A good deal of the show, Waters said, is made up of “pieces that I at first hated.” For instance, the exhibition opens with a large set of Venetian blinds dropped onto the floor, its slats fanning out a bit, accordion-style. That’s it. Waters’s initial reaction: “This was even too much for me.” But its surprising elegance and in-your-face insistence on being art, he says, has changed the way that he now perceives window dressings out in the world.

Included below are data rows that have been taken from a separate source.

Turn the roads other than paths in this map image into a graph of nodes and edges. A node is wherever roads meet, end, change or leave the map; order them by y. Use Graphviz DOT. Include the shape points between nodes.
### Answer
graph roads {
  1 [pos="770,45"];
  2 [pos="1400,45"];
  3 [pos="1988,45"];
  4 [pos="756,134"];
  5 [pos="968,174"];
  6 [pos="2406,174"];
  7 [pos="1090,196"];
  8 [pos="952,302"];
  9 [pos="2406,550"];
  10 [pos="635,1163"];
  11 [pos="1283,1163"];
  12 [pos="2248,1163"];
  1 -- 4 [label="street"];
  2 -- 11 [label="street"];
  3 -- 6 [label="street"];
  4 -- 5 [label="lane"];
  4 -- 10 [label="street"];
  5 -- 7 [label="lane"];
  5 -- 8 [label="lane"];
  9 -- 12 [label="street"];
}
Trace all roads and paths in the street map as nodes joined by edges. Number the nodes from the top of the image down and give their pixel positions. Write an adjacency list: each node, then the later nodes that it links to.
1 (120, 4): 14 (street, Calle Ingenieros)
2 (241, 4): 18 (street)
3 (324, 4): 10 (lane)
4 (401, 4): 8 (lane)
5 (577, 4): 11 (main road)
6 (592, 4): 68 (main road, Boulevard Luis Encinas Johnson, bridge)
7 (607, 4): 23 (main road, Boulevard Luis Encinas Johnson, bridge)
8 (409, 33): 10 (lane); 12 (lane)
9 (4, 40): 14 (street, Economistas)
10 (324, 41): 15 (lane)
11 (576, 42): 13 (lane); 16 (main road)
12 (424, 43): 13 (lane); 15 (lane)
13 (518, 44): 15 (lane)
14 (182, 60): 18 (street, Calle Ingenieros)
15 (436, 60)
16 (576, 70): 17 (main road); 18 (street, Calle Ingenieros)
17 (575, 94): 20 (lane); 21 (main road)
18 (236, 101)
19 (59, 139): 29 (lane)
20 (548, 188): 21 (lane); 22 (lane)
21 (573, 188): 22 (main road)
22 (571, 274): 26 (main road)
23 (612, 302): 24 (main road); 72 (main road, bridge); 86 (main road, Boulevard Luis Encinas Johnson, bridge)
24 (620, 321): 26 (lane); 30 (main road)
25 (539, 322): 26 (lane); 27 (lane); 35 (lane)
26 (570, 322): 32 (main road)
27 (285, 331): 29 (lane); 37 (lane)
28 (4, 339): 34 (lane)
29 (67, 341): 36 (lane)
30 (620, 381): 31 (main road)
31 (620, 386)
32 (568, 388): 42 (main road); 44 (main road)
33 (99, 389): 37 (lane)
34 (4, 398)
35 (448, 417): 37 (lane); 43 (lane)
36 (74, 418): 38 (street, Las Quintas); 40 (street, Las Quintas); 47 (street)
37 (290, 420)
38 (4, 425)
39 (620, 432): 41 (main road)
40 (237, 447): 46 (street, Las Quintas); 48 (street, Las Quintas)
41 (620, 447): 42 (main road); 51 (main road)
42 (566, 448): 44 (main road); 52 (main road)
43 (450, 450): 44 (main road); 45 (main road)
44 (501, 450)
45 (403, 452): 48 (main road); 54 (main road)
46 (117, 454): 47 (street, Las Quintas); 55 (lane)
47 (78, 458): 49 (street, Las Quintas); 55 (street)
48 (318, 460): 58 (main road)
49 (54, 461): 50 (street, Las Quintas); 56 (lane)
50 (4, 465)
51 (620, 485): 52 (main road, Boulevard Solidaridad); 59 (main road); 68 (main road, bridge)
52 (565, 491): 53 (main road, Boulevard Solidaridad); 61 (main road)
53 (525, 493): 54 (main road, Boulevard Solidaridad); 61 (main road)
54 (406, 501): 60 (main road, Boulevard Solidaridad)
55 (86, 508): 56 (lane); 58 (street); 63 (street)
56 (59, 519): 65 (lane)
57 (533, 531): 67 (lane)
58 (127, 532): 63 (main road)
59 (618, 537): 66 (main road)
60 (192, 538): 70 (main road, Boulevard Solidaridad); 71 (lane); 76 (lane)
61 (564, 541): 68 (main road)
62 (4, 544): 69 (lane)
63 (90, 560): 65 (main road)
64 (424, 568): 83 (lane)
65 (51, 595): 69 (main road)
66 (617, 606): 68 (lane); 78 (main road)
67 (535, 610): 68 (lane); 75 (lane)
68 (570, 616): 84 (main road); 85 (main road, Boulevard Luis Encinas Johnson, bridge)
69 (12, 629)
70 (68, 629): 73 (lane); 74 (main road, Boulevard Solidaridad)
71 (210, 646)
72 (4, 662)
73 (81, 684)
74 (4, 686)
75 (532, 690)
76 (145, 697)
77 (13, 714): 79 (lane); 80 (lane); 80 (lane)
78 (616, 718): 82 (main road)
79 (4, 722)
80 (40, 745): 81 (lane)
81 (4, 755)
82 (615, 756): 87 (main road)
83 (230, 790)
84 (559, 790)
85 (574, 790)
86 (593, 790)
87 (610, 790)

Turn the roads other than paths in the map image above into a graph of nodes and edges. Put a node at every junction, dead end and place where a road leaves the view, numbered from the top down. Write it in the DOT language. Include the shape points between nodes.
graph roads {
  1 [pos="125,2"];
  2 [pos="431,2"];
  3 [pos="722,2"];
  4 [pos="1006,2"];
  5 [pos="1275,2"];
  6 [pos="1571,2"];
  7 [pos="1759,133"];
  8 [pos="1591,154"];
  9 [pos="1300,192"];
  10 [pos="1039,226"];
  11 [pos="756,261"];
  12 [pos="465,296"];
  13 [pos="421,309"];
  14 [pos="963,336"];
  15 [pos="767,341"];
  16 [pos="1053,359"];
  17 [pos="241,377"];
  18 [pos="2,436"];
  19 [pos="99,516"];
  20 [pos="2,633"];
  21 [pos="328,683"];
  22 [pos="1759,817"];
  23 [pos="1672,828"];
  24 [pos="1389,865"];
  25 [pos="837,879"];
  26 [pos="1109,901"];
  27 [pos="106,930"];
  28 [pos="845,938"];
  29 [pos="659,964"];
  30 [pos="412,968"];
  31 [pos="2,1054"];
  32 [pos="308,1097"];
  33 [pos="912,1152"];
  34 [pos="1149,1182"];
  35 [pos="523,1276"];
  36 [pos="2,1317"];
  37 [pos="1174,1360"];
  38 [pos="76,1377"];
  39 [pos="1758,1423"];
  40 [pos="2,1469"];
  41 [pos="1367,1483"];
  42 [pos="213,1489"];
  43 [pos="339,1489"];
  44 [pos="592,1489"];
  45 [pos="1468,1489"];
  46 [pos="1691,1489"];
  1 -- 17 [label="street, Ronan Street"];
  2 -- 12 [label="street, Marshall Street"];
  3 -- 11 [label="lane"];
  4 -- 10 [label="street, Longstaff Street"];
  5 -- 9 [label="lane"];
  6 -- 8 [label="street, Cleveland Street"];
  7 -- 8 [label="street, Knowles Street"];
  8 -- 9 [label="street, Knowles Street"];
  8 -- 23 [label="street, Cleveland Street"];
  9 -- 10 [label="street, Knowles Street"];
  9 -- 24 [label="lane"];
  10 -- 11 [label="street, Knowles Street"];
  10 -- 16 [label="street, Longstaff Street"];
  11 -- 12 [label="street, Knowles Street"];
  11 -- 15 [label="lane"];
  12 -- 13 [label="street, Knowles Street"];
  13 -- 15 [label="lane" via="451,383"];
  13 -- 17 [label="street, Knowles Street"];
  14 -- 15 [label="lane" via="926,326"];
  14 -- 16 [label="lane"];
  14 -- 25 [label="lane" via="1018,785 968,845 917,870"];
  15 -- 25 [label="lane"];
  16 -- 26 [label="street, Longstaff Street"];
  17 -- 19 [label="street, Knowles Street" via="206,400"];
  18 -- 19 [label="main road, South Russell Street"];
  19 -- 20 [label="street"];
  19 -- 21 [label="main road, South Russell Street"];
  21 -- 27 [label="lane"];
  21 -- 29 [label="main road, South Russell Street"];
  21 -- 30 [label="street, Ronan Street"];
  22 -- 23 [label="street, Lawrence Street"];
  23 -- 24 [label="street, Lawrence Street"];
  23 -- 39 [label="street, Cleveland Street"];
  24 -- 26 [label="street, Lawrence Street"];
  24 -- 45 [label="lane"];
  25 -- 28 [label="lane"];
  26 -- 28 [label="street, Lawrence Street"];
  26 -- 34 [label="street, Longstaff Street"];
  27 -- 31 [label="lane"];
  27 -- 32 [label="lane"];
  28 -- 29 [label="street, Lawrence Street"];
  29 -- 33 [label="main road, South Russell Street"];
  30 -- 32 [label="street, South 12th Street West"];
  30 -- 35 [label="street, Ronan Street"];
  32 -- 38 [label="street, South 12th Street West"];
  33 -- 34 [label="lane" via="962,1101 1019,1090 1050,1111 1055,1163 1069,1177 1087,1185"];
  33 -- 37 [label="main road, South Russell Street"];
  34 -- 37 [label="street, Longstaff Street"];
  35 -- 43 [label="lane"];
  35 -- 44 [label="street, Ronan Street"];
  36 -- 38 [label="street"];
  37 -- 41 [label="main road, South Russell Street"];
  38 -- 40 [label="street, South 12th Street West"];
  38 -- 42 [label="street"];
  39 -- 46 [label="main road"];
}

And so again and again the show presents objects that are more than what they appear to be. Peter Fischli and David Weiss’s “Empty Room” (literally an empty room cluttered with workmen’s tools)? Those are all actually hand-carved and painted polyurethane sculptures. The black rectangle painted on a yellowing swatch of paper? That’s the world’s slowest moving film, starring age stains, which take decades to creep across “the screen.” That red painting by Jess Van Der Ahe? That was made with the artist’s menstrual blood. Because of its material, it’s doomed to disintegrate, Waters says. But it hangs beside a blue chip de Kooning, whose value—and unflattering rendition of a woman—will never fade.
If you’re already skeptical of the Walker, or contemporary art in general, this stuff might not win you over. You could, possibly, find vindication in Waters’s own satirical works that he’s sneaked into the show. (A photo of a flower squirts viewers with water if they cross a line of black tape—a swipe at museums’ obsessions with keeping art-gazers at a safe distance.) But these gags aren’t fighting against the art world’s occasional absurdity. They’re joining in the fun. And the best way to see this show is through the eyes of Waters himself—to open your mind up, let the troublemakers in, and simply delight in their power to create perception-altering reactions.